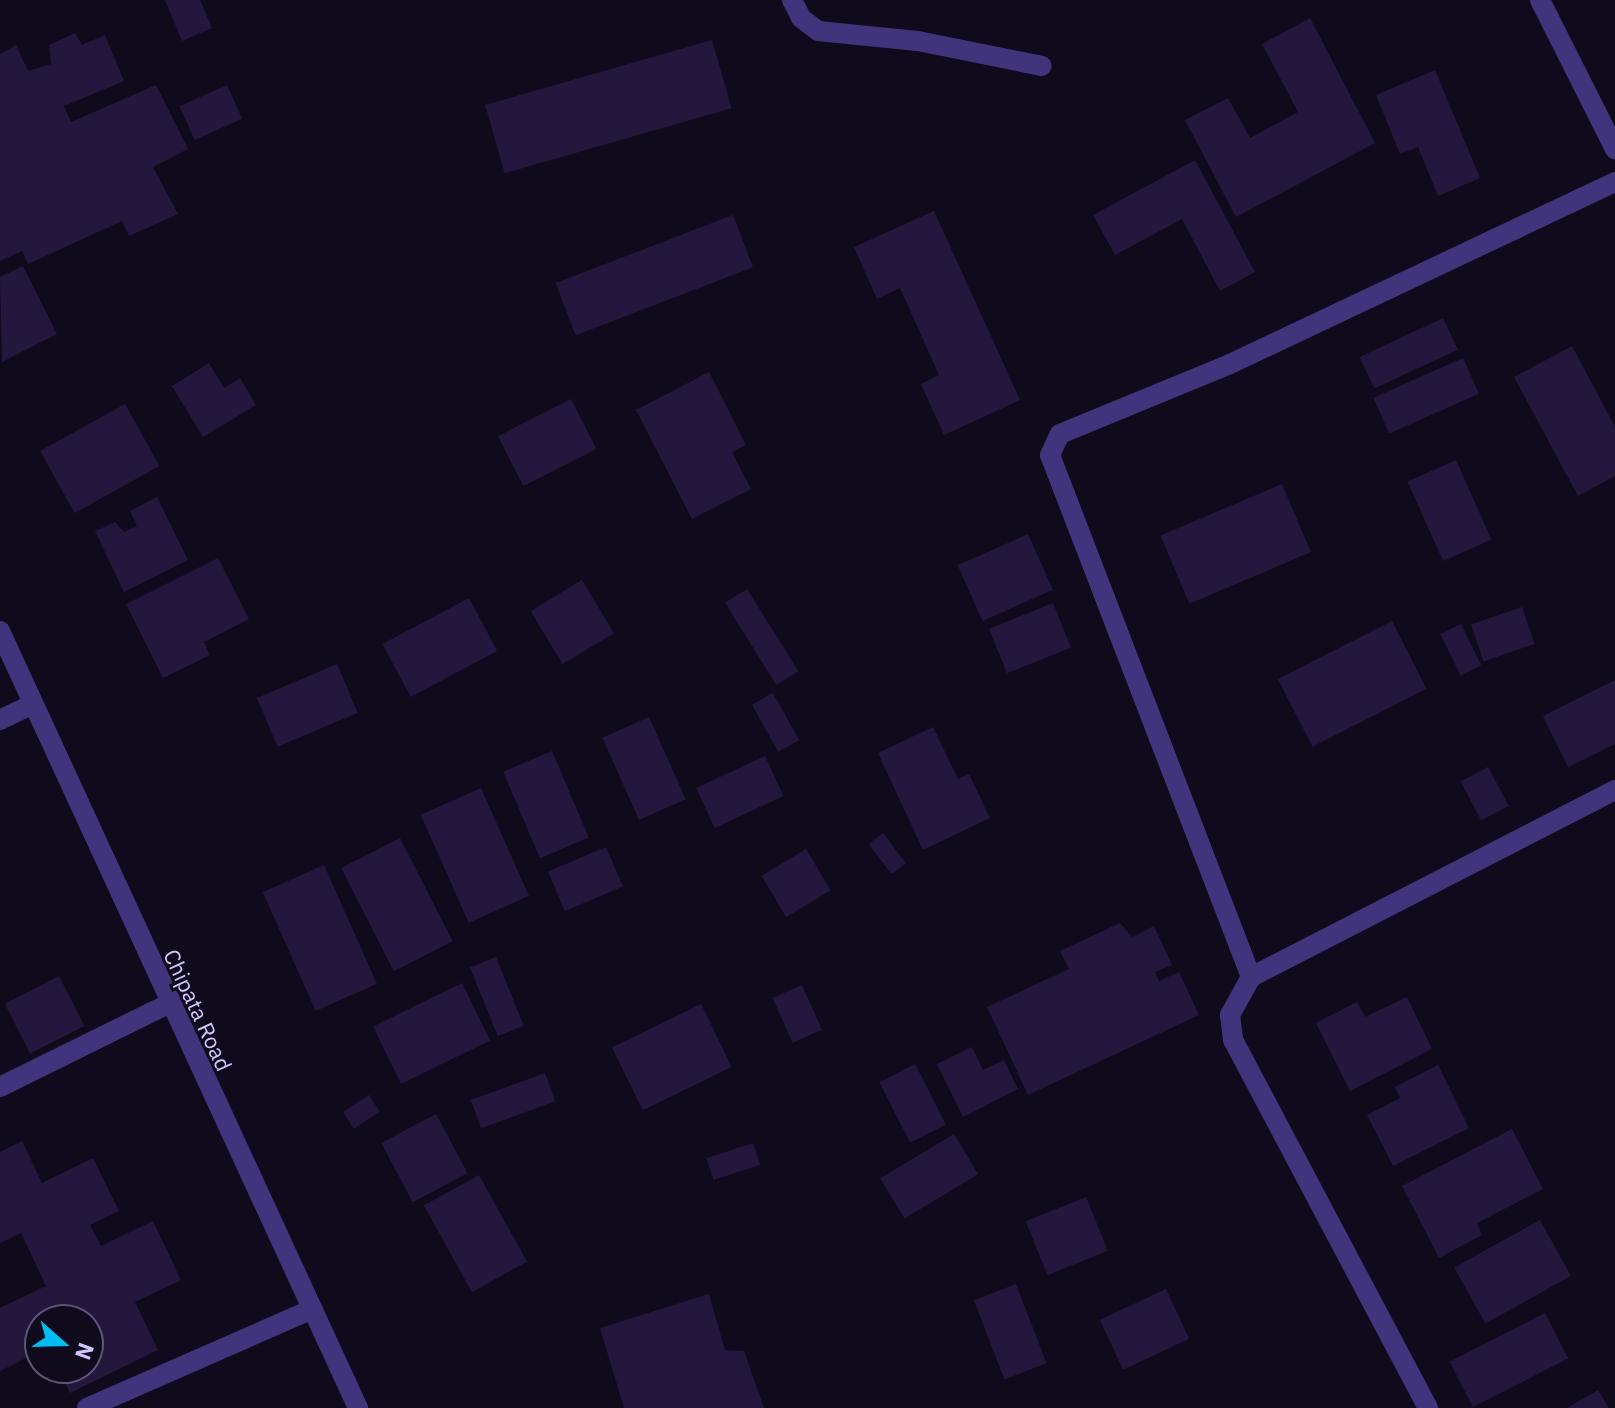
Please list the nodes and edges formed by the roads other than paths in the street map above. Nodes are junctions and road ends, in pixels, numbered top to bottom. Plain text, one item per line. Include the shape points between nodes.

......

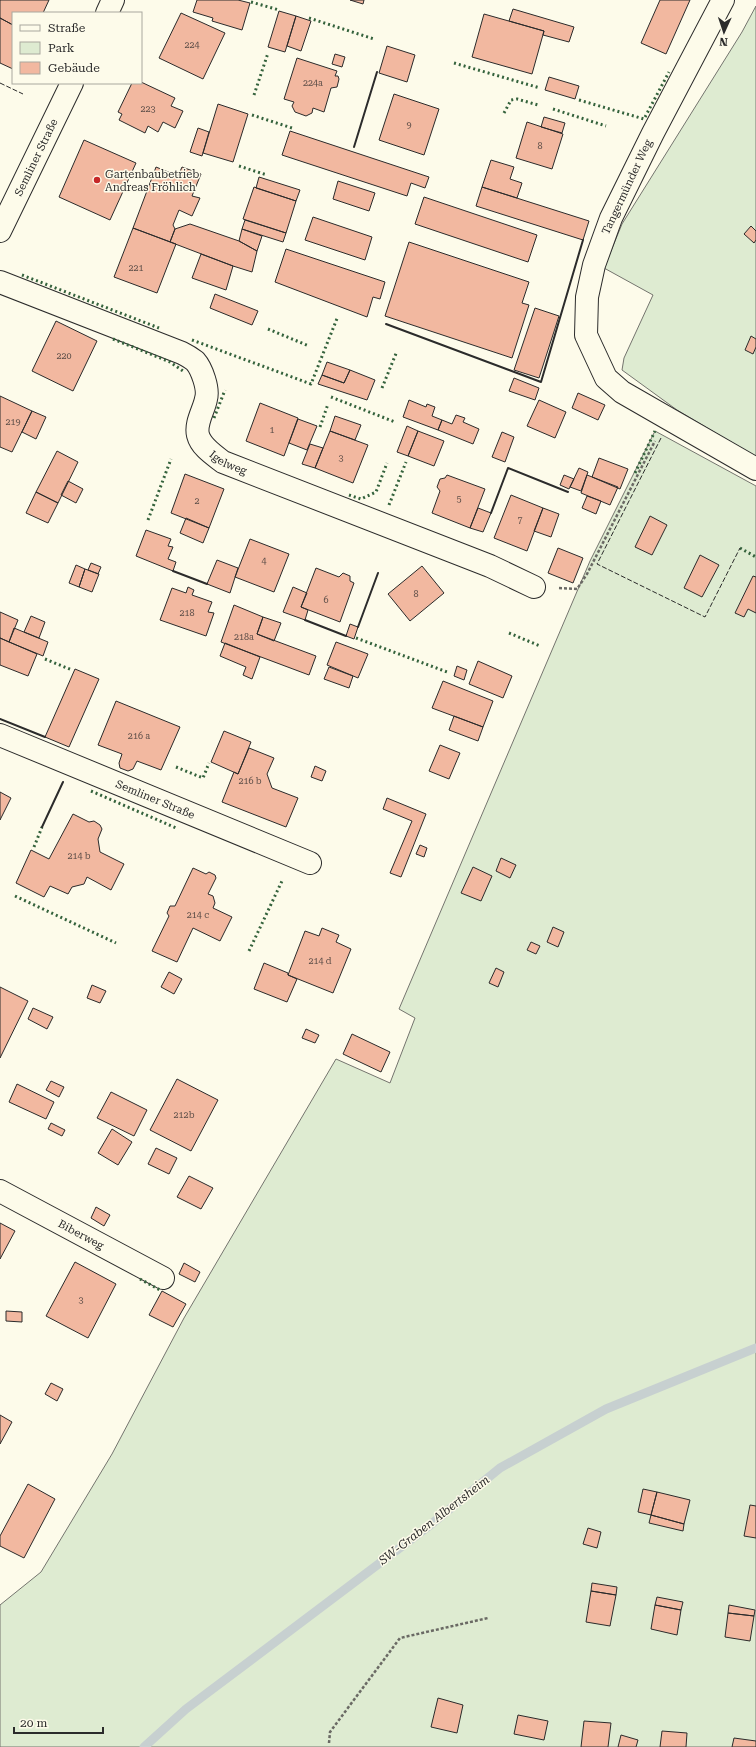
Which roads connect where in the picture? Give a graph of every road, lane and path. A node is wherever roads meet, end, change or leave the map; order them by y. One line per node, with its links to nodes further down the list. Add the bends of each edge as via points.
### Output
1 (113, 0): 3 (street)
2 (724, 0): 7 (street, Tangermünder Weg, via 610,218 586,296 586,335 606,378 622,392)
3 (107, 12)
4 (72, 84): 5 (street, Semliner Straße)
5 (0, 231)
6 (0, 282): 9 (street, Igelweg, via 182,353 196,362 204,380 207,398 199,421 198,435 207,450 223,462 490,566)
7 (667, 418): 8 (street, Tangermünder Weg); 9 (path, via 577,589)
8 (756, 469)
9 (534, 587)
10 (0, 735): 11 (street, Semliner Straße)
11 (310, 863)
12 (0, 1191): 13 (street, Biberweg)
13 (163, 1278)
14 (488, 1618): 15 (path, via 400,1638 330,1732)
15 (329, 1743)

......

* **Your task**
Only lines with the word "roads" go in the answer. Take them all from the entries above.

* **Task answer**
Please list the nodes and edges formed by the roads other than paths in the street map above. Nodes are junctions and road ends, in pixels, numbered top to bottom. Plain text, one item per line. Include the shape points between nodes.
Which roads connect where in the picture? Give a graph of every road, lane and path. A node is wherever roads meet, end, change or leave the map; order them by y. One line per node, with its links to nodes further down the list. Add the bends of each edge as via points.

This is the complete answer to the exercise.